What is required: Make an exact copy of every entry.

=== Data to process ===

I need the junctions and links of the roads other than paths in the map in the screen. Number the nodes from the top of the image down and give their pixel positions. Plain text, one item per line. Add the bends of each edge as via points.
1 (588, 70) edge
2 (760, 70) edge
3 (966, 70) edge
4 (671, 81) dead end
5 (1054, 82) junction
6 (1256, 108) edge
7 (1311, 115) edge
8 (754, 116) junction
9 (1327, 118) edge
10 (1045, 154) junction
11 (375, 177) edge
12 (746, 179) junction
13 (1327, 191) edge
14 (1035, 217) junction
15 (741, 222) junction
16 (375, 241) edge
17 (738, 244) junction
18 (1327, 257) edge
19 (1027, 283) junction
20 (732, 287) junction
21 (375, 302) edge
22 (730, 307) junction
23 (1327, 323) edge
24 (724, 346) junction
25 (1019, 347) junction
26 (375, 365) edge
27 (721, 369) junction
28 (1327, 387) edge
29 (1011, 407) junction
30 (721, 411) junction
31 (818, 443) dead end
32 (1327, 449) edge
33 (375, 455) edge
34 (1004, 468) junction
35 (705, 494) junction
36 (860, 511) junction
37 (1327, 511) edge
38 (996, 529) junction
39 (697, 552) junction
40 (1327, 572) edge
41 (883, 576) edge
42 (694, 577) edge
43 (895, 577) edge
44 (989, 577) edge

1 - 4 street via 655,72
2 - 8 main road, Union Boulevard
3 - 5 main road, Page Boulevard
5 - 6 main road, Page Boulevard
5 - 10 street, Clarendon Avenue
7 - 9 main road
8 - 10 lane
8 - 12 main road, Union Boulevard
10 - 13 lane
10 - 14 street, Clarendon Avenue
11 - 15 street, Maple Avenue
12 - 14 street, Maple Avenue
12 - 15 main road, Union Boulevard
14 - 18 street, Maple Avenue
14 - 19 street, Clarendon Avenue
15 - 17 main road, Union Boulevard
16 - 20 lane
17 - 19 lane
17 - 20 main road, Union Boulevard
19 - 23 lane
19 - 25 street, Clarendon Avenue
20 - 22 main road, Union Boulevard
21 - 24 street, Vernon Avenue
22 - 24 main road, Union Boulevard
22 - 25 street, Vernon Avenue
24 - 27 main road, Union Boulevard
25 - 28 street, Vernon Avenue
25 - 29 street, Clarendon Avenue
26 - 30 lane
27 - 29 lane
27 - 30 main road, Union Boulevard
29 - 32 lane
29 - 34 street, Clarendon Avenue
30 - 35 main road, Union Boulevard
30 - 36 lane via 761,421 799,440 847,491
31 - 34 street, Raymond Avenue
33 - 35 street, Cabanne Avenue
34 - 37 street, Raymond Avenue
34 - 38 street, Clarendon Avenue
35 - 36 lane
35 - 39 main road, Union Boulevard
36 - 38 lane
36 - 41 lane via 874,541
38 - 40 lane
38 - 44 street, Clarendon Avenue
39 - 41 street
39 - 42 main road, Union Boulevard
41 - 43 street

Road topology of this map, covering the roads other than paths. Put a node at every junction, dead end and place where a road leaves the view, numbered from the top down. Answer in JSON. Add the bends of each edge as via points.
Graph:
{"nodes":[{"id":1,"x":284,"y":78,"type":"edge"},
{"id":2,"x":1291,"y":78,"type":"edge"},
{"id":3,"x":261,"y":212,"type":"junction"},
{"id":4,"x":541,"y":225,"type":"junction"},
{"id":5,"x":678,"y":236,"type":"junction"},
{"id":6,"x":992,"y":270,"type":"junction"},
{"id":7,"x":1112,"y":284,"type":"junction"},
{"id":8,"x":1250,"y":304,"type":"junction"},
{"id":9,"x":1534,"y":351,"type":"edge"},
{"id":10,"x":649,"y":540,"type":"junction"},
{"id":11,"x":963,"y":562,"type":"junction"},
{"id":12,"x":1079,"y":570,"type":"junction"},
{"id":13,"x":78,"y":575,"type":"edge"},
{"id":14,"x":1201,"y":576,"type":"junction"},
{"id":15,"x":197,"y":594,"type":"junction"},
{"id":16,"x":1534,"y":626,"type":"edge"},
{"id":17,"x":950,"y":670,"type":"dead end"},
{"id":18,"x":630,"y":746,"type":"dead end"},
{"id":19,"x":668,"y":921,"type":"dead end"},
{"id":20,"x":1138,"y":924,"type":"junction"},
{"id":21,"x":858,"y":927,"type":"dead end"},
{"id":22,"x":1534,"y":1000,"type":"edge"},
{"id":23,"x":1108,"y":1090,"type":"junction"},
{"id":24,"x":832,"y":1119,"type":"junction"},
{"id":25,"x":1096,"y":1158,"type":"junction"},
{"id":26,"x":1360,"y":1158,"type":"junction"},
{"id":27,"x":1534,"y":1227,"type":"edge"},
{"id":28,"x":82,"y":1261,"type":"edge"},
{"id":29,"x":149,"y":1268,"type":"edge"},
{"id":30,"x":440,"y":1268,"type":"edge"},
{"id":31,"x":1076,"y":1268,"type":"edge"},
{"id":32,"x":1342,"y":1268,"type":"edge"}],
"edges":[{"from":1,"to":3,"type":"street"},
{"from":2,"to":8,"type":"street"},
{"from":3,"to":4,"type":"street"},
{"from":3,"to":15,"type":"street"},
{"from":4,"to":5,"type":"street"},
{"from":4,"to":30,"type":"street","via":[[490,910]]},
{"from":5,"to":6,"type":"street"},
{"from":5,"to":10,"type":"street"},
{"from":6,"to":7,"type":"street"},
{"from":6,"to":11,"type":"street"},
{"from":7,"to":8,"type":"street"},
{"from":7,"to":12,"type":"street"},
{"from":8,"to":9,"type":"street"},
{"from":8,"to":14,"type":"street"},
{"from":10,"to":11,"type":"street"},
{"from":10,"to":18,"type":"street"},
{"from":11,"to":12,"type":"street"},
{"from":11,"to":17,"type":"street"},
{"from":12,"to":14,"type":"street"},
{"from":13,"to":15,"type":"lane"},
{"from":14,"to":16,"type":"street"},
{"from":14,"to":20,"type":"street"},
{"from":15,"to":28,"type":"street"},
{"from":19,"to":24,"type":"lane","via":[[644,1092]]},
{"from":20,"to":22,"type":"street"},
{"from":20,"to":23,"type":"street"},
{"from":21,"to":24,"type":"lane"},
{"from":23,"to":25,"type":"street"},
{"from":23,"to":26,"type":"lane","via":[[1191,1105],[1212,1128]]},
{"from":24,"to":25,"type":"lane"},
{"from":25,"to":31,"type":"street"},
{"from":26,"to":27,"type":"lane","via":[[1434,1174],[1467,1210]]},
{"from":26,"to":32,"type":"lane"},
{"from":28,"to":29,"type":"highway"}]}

===

Response box:
I need the junctions and links of the roads other than paths in the map in the screen. Number the nodes from the top of the image down and give their pixel positions. Plain text, one item per line. Add the bends of each edge as via points.
1 (588, 70) edge
2 (760, 70) edge
3 (966, 70) edge
4 (671, 81) dead end
5 (1054, 82) junction
6 (1256, 108) edge
7 (1311, 115) edge
8 (754, 116) junction
9 (1327, 118) edge
10 (1045, 154) junction
11 (375, 177) edge
12 (746, 179) junction
13 (1327, 191) edge
14 (1035, 217) junction
15 (741, 222) junction
16 (375, 241) edge
17 (738, 244) junction
18 (1327, 257) edge
19 (1027, 283) junction
20 (732, 287) junction
21 (375, 302) edge
22 (730, 307) junction
23 (1327, 323) edge
24 (724, 346) junction
25 (1019, 347) junction
26 (375, 365) edge
27 (721, 369) junction
28 (1327, 387) edge
29 (1011, 407) junction
30 (721, 411) junction
31 (818, 443) dead end
32 (1327, 449) edge
33 (375, 455) edge
34 (1004, 468) junction
35 (705, 494) junction
36 (860, 511) junction
37 (1327, 511) edge
38 (996, 529) junction
39 (697, 552) junction
40 (1327, 572) edge
41 (883, 576) edge
42 (694, 577) edge
43 (895, 577) edge
44 (989, 577) edge

1 - 4 street via 655,72
2 - 8 main road, Union Boulevard
3 - 5 main road, Page Boulevard
5 - 6 main road, Page Boulevard
5 - 10 street, Clarendon Avenue
7 - 9 main road
8 - 10 lane
8 - 12 main road, Union Boulevard
10 - 13 lane
10 - 14 street, Clarendon Avenue
11 - 15 street, Maple Avenue
12 - 14 street, Maple Avenue
12 - 15 main road, Union Boulevard
14 - 18 street, Maple Avenue
14 - 19 street, Clarendon Avenue
15 - 17 main road, Union Boulevard
16 - 20 lane
17 - 19 lane
17 - 20 main road, Union Boulevard
19 - 23 lane
19 - 25 street, Clarendon Avenue
20 - 22 main road, Union Boulevard
21 - 24 street, Vernon Avenue
22 - 24 main road, Union Boulevard
22 - 25 street, Vernon Avenue
24 - 27 main road, Union Boulevard
25 - 28 street, Vernon Avenue
25 - 29 street, Clarendon Avenue
26 - 30 lane
27 - 29 lane
27 - 30 main road, Union Boulevard
29 - 32 lane
29 - 34 street, Clarendon Avenue
30 - 35 main road, Union Boulevard
30 - 36 lane via 761,421 799,440 847,491
31 - 34 street, Raymond Avenue
33 - 35 street, Cabanne Avenue
34 - 37 street, Raymond Avenue
34 - 38 street, Clarendon Avenue
35 - 36 lane
35 - 39 main road, Union Boulevard
36 - 38 lane
36 - 41 lane via 874,541
38 - 40 lane
38 - 44 street, Clarendon Avenue
39 - 41 street
39 - 42 main road, Union Boulevard
41 - 43 street

Road topology of this map, covering the roads other than paths. Put a node at every junction, dead end and place where a road leaves the view, numbered from the top down. Answer in JSON. Add the bends of each edge as via points.
Graph:
{"nodes":[{"id":1,"x":284,"y":78,"type":"edge"},
{"id":2,"x":1291,"y":78,"type":"edge"},
{"id":3,"x":261,"y":212,"type":"junction"},
{"id":4,"x":541,"y":225,"type":"junction"},
{"id":5,"x":678,"y":236,"type":"junction"},
{"id":6,"x":992,"y":270,"type":"junction"},
{"id":7,"x":1112,"y":284,"type":"junction"},
{"id":8,"x":1250,"y":304,"type":"junction"},
{"id":9,"x":1534,"y":351,"type":"edge"},
{"id":10,"x":649,"y":540,"type":"junction"},
{"id":11,"x":963,"y":562,"type":"junction"},
{"id":12,"x":1079,"y":570,"type":"junction"},
{"id":13,"x":78,"y":575,"type":"edge"},
{"id":14,"x":1201,"y":576,"type":"junction"},
{"id":15,"x":197,"y":594,"type":"junction"},
{"id":16,"x":1534,"y":626,"type":"edge"},
{"id":17,"x":950,"y":670,"type":"dead end"},
{"id":18,"x":630,"y":746,"type":"dead end"},
{"id":19,"x":668,"y":921,"type":"dead end"},
{"id":20,"x":1138,"y":924,"type":"junction"},
{"id":21,"x":858,"y":927,"type":"dead end"},
{"id":22,"x":1534,"y":1000,"type":"edge"},
{"id":23,"x":1108,"y":1090,"type":"junction"},
{"id":24,"x":832,"y":1119,"type":"junction"},
{"id":25,"x":1096,"y":1158,"type":"junction"},
{"id":26,"x":1360,"y":1158,"type":"junction"},
{"id":27,"x":1534,"y":1227,"type":"edge"},
{"id":28,"x":82,"y":1261,"type":"edge"},
{"id":29,"x":149,"y":1268,"type":"edge"},
{"id":30,"x":440,"y":1268,"type":"edge"},
{"id":31,"x":1076,"y":1268,"type":"edge"},
{"id":32,"x":1342,"y":1268,"type":"edge"}],
"edges":[{"from":1,"to":3,"type":"street"},
{"from":2,"to":8,"type":"street"},
{"from":3,"to":4,"type":"street"},
{"from":3,"to":15,"type":"street"},
{"from":4,"to":5,"type":"street"},
{"from":4,"to":30,"type":"street","via":[[490,910]]},
{"from":5,"to":6,"type":"street"},
{"from":5,"to":10,"type":"street"},
{"from":6,"to":7,"type":"street"},
{"from":6,"to":11,"type":"street"},
{"from":7,"to":8,"type":"street"},
{"from":7,"to":12,"type":"street"},
{"from":8,"to":9,"type":"street"},
{"from":8,"to":14,"type":"street"},
{"from":10,"to":11,"type":"street"},
{"from":10,"to":18,"type":"street"},
{"from":11,"to":12,"type":"street"},
{"from":11,"to":17,"type":"street"},
{"from":12,"to":14,"type":"street"},
{"from":13,"to":15,"type":"lane"},
{"from":14,"to":16,"type":"street"},
{"from":14,"to":20,"type":"street"},
{"from":15,"to":28,"type":"street"},
{"from":19,"to":24,"type":"lane","via":[[644,1092]]},
{"from":20,"to":22,"type":"street"},
{"from":20,"to":23,"type":"street"},
{"from":21,"to":24,"type":"lane"},
{"from":23,"to":25,"type":"street"},
{"from":23,"to":26,"type":"lane","via":[[1191,1105],[1212,1128]]},
{"from":24,"to":25,"type":"lane"},
{"from":25,"to":31,"type":"street"},
{"from":26,"to":27,"type":"lane","via":[[1434,1174],[1467,1210]]},
{"from":26,"to":32,"type":"lane"},
{"from":28,"to":29,"type":"highway"}]}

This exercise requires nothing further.